Data for analysis section start

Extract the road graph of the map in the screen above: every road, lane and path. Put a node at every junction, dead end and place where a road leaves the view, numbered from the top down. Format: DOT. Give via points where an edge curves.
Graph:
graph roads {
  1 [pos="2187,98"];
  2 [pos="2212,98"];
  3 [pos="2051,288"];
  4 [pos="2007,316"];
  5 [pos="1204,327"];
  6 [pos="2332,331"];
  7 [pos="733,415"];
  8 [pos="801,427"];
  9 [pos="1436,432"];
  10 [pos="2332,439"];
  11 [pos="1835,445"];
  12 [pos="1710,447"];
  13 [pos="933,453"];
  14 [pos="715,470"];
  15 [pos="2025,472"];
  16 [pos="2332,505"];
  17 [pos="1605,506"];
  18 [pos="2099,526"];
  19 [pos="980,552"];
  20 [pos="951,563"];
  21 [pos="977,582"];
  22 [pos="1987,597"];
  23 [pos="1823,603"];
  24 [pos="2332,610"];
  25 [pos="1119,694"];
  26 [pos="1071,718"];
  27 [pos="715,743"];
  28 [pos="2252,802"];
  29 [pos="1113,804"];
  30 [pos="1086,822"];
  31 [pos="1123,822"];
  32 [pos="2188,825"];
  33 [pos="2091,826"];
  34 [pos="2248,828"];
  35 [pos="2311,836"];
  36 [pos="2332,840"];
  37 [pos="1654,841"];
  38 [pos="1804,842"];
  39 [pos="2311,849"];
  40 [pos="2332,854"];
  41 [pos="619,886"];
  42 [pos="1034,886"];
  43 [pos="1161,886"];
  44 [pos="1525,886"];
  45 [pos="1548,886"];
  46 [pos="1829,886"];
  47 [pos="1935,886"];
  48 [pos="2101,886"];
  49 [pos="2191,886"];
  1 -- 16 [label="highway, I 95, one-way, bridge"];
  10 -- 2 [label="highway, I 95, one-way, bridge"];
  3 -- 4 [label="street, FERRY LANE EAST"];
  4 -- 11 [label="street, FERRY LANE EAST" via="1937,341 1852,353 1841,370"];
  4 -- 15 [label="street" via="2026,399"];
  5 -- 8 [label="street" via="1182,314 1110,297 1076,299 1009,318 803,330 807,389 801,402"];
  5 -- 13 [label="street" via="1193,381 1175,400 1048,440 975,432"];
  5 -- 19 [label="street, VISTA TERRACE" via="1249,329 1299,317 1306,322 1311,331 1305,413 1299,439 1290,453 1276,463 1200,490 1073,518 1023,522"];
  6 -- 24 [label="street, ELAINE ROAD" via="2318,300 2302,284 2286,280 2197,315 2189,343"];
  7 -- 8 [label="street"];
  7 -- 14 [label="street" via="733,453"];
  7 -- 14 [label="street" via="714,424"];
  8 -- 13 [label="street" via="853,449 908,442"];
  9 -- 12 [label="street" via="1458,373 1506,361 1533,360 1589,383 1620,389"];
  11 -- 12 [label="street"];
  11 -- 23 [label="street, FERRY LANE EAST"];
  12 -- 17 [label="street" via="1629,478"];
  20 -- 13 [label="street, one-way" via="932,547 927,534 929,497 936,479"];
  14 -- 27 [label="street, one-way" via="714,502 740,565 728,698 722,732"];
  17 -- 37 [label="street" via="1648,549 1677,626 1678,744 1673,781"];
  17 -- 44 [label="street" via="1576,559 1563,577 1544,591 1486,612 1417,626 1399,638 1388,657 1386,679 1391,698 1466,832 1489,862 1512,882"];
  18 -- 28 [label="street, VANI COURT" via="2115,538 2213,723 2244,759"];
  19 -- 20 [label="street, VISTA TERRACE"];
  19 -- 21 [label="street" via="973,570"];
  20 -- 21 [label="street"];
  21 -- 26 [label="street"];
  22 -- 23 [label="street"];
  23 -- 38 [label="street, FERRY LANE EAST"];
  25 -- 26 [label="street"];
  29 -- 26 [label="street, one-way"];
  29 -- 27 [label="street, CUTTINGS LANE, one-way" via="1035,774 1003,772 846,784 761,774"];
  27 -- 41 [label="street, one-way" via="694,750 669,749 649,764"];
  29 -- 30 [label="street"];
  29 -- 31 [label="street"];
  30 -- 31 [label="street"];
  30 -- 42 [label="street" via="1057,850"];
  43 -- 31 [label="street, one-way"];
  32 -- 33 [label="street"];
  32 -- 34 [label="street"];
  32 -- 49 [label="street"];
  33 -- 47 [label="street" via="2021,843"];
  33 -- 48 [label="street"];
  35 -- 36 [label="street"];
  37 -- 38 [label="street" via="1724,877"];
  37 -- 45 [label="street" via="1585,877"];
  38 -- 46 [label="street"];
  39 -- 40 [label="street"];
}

Data for analysis section end

**Try it**
Across the entries, how many lines contain the word "bridge"? State that number and nothing else.

**Solution for this task**
2